# TO DO
Your task is to find every line of the listing that includes "Martinho" and copy it.

-.-.-

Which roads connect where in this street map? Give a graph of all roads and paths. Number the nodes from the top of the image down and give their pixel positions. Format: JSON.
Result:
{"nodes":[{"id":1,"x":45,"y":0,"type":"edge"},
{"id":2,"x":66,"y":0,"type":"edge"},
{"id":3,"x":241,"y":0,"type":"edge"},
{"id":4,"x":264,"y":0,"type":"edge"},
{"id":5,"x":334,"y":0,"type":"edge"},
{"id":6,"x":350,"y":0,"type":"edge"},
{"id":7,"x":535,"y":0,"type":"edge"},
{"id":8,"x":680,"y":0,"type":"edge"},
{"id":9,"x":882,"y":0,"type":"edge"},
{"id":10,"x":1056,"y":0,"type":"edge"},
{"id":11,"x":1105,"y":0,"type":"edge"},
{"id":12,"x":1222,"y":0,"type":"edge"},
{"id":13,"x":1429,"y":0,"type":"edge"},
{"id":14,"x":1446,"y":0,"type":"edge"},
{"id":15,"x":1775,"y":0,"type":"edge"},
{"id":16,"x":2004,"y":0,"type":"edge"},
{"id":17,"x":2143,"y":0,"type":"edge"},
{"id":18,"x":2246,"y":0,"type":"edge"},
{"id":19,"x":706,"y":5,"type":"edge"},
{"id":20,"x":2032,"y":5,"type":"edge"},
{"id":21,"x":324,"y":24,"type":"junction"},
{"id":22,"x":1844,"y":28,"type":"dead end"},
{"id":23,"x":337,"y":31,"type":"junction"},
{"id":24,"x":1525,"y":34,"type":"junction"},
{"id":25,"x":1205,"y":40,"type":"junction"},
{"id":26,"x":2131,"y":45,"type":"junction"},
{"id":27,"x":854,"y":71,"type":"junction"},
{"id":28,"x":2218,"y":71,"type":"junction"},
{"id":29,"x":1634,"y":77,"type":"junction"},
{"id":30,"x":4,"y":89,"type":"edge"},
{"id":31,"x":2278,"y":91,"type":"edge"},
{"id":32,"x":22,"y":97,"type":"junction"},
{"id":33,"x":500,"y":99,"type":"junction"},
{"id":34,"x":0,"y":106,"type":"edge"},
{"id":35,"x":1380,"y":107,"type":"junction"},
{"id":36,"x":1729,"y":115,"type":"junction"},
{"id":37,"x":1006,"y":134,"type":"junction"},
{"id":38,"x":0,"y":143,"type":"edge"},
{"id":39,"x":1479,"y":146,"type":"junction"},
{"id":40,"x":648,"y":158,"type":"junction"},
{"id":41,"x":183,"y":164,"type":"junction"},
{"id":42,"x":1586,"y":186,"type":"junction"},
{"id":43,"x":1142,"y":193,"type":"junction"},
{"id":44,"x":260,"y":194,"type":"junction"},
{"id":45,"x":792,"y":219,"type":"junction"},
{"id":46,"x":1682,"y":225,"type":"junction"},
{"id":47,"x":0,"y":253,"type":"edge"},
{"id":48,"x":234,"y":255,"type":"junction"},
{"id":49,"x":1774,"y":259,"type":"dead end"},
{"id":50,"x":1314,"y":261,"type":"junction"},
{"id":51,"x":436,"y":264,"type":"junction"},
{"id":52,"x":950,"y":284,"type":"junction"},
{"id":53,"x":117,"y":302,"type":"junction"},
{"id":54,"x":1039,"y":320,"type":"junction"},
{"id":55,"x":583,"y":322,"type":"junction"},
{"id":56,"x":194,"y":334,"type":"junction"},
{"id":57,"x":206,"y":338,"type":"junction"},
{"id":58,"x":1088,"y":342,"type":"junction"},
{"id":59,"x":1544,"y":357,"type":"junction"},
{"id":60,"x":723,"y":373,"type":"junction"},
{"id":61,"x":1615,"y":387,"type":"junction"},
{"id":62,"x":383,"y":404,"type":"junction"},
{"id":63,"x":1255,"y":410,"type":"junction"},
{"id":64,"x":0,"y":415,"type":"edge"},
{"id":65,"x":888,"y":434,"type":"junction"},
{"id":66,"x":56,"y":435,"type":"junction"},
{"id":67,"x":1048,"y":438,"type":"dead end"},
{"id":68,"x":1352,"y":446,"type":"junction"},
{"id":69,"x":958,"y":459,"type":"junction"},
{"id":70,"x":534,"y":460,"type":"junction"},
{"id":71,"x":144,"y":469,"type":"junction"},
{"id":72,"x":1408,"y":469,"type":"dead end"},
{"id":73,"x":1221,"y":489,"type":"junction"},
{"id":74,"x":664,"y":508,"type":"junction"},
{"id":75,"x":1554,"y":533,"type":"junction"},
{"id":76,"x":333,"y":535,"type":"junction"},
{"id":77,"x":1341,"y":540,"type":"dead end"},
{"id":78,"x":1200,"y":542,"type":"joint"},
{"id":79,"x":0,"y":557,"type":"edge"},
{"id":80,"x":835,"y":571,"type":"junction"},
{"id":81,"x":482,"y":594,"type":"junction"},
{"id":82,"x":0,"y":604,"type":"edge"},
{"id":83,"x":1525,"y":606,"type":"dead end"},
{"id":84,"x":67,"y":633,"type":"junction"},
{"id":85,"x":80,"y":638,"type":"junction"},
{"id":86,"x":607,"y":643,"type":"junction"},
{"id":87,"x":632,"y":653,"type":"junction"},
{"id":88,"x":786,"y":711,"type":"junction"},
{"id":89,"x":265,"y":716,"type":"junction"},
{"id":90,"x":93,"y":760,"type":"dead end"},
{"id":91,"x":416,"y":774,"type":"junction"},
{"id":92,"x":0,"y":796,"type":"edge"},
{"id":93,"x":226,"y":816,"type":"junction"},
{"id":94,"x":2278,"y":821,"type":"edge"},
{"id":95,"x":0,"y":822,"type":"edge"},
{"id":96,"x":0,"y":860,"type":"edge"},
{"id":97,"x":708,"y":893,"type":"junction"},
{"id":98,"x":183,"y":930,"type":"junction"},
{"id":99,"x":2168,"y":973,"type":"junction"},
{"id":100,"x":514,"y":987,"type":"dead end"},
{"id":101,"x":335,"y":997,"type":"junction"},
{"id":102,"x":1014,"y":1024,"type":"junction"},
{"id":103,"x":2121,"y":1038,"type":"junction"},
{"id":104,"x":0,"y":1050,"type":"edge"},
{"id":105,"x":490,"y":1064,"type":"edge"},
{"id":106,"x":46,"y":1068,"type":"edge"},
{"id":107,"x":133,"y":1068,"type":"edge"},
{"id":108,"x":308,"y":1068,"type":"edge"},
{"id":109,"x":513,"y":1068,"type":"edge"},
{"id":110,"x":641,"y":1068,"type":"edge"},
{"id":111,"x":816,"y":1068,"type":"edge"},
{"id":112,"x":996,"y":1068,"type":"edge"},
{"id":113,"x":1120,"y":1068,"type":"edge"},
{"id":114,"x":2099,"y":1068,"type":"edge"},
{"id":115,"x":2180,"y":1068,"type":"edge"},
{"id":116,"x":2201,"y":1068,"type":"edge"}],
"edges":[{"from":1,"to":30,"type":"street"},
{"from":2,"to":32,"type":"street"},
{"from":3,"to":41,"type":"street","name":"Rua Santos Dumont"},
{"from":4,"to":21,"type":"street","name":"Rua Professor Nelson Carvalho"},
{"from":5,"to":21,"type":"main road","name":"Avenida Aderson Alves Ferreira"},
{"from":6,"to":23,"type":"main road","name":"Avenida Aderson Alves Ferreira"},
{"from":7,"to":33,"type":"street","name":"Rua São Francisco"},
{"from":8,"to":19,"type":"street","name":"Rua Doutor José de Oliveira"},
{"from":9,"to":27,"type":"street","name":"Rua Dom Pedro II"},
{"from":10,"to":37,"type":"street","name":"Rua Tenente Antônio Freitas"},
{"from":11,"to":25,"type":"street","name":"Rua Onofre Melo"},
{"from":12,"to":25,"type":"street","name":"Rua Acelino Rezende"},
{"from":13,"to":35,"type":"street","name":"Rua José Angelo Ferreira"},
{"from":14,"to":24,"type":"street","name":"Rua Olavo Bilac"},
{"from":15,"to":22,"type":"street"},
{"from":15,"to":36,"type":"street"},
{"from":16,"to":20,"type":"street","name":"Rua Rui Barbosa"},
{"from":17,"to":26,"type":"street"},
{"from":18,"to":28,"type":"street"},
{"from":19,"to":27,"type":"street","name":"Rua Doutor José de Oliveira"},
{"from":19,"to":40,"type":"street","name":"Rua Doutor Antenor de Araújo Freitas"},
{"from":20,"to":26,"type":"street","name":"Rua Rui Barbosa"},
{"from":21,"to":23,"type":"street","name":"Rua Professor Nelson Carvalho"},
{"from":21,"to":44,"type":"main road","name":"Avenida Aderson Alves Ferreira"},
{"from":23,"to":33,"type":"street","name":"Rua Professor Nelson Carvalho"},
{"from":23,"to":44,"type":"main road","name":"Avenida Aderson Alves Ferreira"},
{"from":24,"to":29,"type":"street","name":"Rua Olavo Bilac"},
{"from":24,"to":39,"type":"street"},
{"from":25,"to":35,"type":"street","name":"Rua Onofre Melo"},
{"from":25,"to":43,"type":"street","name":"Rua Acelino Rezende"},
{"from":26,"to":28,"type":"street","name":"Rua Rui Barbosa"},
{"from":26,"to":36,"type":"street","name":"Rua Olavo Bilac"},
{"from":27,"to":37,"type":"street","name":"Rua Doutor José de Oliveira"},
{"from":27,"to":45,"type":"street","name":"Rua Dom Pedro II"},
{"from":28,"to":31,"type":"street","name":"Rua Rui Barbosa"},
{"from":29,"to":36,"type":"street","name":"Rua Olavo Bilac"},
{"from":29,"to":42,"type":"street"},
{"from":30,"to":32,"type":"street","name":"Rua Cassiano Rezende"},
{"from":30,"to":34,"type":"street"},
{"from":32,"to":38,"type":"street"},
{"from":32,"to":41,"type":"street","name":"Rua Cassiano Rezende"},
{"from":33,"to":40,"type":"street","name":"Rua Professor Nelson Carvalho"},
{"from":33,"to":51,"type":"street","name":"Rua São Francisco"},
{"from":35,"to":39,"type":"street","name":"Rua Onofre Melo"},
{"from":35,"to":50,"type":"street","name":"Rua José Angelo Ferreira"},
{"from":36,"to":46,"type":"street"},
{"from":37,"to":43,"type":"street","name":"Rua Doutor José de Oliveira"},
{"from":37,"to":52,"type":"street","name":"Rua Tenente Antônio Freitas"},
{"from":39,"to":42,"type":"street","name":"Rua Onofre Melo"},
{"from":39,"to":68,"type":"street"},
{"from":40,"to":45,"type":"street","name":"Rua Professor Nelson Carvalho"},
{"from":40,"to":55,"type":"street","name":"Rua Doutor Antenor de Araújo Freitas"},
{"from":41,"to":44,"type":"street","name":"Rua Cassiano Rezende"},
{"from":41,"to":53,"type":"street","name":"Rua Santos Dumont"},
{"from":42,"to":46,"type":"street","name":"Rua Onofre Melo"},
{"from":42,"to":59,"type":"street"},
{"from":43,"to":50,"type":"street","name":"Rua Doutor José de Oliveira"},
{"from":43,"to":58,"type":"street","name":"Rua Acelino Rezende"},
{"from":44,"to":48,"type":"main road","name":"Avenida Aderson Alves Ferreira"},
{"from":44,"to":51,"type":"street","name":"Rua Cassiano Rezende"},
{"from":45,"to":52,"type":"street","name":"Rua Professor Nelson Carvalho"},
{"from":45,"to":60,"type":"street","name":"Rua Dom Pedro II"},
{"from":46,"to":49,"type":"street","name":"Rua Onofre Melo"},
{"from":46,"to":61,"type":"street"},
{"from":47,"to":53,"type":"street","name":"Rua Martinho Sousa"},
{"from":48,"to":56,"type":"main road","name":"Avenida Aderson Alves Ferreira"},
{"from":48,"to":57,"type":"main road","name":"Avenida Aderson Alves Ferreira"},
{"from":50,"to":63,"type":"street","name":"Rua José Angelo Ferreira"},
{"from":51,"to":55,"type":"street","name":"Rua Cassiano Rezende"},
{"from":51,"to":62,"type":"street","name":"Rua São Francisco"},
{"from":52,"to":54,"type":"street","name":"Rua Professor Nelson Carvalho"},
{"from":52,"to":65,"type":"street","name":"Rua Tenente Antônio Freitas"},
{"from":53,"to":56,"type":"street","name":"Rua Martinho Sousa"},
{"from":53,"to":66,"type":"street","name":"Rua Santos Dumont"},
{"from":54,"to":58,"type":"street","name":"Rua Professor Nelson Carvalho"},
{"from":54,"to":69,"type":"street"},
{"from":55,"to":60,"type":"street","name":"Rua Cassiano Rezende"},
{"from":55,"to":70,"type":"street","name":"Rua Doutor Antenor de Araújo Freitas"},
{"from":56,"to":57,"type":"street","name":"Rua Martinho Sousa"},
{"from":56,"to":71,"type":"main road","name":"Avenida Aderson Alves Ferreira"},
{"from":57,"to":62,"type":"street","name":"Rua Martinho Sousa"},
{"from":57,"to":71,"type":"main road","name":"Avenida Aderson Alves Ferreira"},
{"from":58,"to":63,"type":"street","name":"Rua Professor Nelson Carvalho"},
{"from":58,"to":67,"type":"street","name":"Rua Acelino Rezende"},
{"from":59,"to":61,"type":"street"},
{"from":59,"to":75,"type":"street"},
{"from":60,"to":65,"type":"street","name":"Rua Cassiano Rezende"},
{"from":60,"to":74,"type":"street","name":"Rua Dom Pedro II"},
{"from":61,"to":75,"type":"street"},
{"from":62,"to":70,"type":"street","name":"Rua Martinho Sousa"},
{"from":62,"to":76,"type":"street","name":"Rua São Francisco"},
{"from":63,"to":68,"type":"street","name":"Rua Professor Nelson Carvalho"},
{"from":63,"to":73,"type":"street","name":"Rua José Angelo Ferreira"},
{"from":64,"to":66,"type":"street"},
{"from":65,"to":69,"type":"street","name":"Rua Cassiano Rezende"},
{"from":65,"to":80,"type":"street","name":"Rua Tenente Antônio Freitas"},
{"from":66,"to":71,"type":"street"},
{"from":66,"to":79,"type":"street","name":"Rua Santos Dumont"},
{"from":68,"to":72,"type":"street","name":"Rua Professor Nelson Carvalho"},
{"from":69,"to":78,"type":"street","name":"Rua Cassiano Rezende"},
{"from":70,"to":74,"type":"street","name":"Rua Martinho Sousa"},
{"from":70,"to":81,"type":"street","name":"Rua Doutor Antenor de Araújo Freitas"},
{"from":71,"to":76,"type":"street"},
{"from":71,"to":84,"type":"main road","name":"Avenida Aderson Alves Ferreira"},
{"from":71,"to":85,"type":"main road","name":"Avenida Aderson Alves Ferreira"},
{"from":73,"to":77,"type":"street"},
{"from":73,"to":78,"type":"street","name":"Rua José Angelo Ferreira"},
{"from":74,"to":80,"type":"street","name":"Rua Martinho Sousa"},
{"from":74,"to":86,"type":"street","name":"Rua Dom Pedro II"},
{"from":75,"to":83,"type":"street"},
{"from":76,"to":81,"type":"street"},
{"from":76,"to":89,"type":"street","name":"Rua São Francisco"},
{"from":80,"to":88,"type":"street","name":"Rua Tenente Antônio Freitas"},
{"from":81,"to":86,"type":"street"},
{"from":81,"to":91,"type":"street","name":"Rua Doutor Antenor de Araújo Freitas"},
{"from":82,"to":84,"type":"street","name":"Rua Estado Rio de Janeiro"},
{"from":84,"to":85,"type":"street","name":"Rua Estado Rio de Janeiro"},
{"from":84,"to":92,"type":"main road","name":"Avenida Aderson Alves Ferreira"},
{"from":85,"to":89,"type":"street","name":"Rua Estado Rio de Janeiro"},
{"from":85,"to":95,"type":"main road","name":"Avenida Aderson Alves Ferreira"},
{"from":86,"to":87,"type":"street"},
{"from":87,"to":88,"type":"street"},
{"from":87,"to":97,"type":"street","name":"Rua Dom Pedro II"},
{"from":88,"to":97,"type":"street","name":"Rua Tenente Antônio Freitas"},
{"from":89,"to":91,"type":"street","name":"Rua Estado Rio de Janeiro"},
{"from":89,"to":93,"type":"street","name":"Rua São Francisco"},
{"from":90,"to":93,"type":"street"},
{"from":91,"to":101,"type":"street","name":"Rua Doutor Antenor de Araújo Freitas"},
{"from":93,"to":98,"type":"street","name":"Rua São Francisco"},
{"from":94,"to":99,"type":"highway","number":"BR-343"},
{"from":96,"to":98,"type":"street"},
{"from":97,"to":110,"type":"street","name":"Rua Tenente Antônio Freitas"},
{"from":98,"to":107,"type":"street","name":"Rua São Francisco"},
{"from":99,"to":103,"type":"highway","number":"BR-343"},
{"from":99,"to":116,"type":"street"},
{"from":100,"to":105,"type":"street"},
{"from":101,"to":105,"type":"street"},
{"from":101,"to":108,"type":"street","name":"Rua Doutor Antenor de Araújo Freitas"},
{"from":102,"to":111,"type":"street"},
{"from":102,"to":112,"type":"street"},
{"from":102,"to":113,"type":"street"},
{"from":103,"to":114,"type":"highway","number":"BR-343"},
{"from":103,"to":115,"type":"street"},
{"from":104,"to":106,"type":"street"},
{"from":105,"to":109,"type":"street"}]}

-.-.-

# RESPONSE
{"from":47,"to":53,"type":"street","name":"Rua Martinho Sousa"},
{"from":53,"to":56,"type":"street","name":"Rua Martinho Sousa"},
{"from":56,"to":57,"type":"street","name":"Rua Martinho Sousa"},
{"from":57,"to":62,"type":"street","name":"Rua Martinho Sousa"},
{"from":62,"to":70,"type":"street","name":"Rua Martinho Sousa"},
{"from":70,"to":74,"type":"street","name":"Rua Martinho Sousa"},
{"from":74,"to":80,"type":"street","name":"Rua Martinho Sousa"},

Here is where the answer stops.